● **PROBLEM TO WORK ON**
Read the listing below and copy out each line where the word "South" occurs.

-- Opening Marker --

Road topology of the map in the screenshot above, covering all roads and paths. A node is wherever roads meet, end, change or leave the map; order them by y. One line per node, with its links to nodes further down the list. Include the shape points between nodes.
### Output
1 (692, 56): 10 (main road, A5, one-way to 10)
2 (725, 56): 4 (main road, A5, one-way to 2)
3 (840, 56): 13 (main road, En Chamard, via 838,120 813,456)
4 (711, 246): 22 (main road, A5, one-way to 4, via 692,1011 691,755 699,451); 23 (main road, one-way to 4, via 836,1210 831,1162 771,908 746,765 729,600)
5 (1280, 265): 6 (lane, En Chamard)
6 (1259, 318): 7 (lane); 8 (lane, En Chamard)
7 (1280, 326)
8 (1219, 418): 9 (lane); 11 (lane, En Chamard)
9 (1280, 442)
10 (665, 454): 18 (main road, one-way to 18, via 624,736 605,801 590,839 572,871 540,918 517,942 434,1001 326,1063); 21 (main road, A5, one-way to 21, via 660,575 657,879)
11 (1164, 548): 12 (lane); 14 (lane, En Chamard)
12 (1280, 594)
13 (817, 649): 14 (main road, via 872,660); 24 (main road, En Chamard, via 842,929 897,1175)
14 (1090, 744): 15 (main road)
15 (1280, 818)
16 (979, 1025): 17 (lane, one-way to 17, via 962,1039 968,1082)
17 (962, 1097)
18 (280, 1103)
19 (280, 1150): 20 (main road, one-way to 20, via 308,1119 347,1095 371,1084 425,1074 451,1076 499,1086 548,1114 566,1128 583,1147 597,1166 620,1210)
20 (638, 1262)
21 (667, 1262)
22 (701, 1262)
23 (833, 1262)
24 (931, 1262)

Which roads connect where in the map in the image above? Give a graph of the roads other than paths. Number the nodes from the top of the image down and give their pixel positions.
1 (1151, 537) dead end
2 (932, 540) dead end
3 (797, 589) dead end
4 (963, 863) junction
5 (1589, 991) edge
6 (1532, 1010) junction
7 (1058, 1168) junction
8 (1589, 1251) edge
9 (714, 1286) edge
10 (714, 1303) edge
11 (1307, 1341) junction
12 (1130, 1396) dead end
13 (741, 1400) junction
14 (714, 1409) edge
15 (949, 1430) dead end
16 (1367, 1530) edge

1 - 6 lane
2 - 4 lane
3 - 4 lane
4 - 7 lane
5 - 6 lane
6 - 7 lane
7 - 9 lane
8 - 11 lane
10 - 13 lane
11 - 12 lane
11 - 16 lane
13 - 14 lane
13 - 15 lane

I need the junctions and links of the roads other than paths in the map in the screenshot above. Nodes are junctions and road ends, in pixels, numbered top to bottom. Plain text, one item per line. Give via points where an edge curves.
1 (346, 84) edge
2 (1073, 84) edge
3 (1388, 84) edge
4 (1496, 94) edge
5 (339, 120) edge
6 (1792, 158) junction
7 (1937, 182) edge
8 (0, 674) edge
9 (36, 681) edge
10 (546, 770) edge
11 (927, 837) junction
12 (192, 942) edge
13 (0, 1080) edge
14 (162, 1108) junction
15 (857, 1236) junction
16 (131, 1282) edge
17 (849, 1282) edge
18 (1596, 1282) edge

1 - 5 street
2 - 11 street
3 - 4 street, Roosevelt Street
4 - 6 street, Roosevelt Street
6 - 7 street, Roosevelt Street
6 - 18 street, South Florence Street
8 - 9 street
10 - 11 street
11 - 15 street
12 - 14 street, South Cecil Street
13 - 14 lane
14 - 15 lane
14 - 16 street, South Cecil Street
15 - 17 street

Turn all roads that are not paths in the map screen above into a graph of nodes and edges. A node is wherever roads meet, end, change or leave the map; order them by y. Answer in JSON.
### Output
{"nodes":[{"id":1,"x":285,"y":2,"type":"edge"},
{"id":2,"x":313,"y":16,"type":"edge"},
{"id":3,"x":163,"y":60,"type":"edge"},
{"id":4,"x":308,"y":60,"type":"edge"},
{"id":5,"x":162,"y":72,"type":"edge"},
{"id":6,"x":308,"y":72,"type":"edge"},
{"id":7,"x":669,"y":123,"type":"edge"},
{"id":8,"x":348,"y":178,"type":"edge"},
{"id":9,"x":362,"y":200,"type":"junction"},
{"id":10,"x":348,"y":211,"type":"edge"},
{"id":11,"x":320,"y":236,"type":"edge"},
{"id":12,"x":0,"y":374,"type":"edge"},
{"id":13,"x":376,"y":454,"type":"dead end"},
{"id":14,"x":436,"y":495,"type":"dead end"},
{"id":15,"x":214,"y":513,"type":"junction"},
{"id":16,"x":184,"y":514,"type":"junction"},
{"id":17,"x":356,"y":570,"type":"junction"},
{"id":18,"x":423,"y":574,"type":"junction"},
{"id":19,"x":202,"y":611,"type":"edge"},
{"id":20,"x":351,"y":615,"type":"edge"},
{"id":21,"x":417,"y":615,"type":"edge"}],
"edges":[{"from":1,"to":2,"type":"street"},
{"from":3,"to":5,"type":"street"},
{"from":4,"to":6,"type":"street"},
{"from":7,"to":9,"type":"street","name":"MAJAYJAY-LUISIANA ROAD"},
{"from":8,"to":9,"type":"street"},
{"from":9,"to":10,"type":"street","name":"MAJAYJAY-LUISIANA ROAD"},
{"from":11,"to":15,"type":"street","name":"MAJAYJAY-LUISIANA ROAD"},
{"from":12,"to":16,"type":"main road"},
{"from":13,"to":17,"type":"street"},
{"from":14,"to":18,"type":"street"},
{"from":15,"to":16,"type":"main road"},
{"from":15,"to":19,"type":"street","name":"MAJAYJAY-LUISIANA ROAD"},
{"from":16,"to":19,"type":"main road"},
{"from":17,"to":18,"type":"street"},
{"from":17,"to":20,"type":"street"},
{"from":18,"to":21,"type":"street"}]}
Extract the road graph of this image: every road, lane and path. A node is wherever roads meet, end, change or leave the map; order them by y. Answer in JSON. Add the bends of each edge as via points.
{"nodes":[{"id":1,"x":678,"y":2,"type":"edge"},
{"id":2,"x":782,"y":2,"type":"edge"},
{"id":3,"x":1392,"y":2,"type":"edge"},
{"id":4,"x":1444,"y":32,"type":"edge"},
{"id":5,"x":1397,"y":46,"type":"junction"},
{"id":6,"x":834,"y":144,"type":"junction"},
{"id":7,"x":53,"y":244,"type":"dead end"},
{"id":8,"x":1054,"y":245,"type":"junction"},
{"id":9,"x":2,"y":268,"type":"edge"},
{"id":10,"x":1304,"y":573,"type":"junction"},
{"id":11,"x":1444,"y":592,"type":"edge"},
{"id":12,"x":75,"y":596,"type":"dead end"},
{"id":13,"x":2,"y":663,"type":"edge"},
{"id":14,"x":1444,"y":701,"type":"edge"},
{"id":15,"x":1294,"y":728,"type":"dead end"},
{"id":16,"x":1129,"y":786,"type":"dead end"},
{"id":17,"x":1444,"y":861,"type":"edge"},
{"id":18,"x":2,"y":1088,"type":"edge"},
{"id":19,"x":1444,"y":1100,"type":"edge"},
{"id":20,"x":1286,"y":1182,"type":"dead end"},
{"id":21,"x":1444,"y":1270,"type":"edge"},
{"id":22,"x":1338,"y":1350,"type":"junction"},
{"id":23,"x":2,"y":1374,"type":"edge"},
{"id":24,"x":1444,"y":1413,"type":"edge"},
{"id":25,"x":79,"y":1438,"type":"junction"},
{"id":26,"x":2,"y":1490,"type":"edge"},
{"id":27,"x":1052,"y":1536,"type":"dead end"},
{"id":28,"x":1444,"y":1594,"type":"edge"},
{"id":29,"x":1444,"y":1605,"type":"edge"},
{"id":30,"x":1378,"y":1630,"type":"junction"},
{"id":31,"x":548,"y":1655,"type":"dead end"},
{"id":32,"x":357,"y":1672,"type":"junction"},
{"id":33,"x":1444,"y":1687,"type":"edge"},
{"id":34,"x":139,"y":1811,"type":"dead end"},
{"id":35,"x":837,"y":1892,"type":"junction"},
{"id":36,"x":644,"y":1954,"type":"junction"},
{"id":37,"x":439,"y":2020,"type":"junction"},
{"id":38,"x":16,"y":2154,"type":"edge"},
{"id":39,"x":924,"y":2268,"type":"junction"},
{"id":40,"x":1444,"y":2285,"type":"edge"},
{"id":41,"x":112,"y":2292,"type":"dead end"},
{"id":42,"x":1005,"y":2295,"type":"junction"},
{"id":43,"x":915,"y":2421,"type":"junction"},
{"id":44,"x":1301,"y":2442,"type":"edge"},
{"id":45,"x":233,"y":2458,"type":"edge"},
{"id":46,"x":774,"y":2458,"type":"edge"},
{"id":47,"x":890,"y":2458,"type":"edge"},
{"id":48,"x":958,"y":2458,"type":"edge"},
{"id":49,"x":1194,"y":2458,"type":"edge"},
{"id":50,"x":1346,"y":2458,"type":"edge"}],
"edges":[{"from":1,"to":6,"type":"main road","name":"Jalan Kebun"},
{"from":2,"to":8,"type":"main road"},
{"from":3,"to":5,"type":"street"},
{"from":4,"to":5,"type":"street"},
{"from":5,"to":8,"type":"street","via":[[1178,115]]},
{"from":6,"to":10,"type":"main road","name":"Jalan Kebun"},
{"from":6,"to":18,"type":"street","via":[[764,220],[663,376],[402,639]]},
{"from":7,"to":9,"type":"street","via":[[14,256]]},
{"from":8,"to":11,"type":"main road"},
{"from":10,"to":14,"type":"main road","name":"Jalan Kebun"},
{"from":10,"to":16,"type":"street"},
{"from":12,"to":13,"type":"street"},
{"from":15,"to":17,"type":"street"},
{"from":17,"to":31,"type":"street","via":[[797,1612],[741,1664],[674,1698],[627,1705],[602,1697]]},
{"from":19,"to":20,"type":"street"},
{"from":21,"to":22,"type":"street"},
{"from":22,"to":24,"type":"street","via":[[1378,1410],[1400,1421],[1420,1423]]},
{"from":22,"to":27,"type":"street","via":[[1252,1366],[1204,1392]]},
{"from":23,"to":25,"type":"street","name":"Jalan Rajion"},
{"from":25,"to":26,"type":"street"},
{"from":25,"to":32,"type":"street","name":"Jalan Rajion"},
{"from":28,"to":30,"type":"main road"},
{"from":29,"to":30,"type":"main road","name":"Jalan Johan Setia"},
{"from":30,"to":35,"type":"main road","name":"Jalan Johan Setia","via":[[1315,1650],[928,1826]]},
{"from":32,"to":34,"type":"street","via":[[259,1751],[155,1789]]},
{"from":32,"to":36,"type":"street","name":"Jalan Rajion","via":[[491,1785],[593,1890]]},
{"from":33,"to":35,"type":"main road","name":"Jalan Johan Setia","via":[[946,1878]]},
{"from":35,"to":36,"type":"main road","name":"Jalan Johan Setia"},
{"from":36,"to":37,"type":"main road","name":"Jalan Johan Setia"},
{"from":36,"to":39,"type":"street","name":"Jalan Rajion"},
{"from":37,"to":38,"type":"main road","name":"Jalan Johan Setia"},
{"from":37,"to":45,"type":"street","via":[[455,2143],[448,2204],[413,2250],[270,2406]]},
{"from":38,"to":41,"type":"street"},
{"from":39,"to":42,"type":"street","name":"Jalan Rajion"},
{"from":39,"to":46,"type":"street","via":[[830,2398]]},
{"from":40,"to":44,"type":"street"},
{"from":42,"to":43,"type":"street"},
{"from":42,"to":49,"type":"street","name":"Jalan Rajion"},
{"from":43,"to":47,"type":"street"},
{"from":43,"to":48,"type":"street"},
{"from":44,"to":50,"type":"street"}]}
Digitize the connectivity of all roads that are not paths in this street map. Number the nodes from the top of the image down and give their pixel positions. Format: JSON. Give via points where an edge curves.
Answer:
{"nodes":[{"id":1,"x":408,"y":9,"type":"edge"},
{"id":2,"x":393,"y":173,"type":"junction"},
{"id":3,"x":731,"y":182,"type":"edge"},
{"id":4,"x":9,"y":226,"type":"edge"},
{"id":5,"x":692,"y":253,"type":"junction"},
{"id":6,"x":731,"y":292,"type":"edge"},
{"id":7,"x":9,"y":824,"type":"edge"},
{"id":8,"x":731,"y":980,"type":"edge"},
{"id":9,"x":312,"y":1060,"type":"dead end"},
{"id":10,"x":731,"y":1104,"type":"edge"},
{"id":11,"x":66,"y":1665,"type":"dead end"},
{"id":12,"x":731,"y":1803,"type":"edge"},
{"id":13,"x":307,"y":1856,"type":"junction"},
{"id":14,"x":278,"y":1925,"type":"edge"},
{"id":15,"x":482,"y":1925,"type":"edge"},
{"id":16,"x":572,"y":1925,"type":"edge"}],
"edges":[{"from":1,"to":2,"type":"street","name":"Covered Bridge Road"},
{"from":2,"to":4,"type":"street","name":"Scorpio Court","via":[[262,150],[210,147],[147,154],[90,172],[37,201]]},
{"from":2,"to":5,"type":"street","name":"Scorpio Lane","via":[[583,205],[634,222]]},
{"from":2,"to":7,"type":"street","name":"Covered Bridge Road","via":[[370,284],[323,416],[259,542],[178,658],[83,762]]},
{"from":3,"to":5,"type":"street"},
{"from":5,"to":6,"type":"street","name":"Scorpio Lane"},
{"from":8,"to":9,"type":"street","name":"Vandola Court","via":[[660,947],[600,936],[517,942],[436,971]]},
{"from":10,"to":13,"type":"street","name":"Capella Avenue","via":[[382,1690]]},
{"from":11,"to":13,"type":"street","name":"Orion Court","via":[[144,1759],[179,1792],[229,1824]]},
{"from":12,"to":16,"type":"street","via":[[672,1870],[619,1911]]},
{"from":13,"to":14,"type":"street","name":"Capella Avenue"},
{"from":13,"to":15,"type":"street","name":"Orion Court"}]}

-- Closing Marker --

● **WRITTEN REPLY**
6 - 18 street, South Florence Street
12 - 14 street, South Cecil Street
14 - 16 street, South Cecil Street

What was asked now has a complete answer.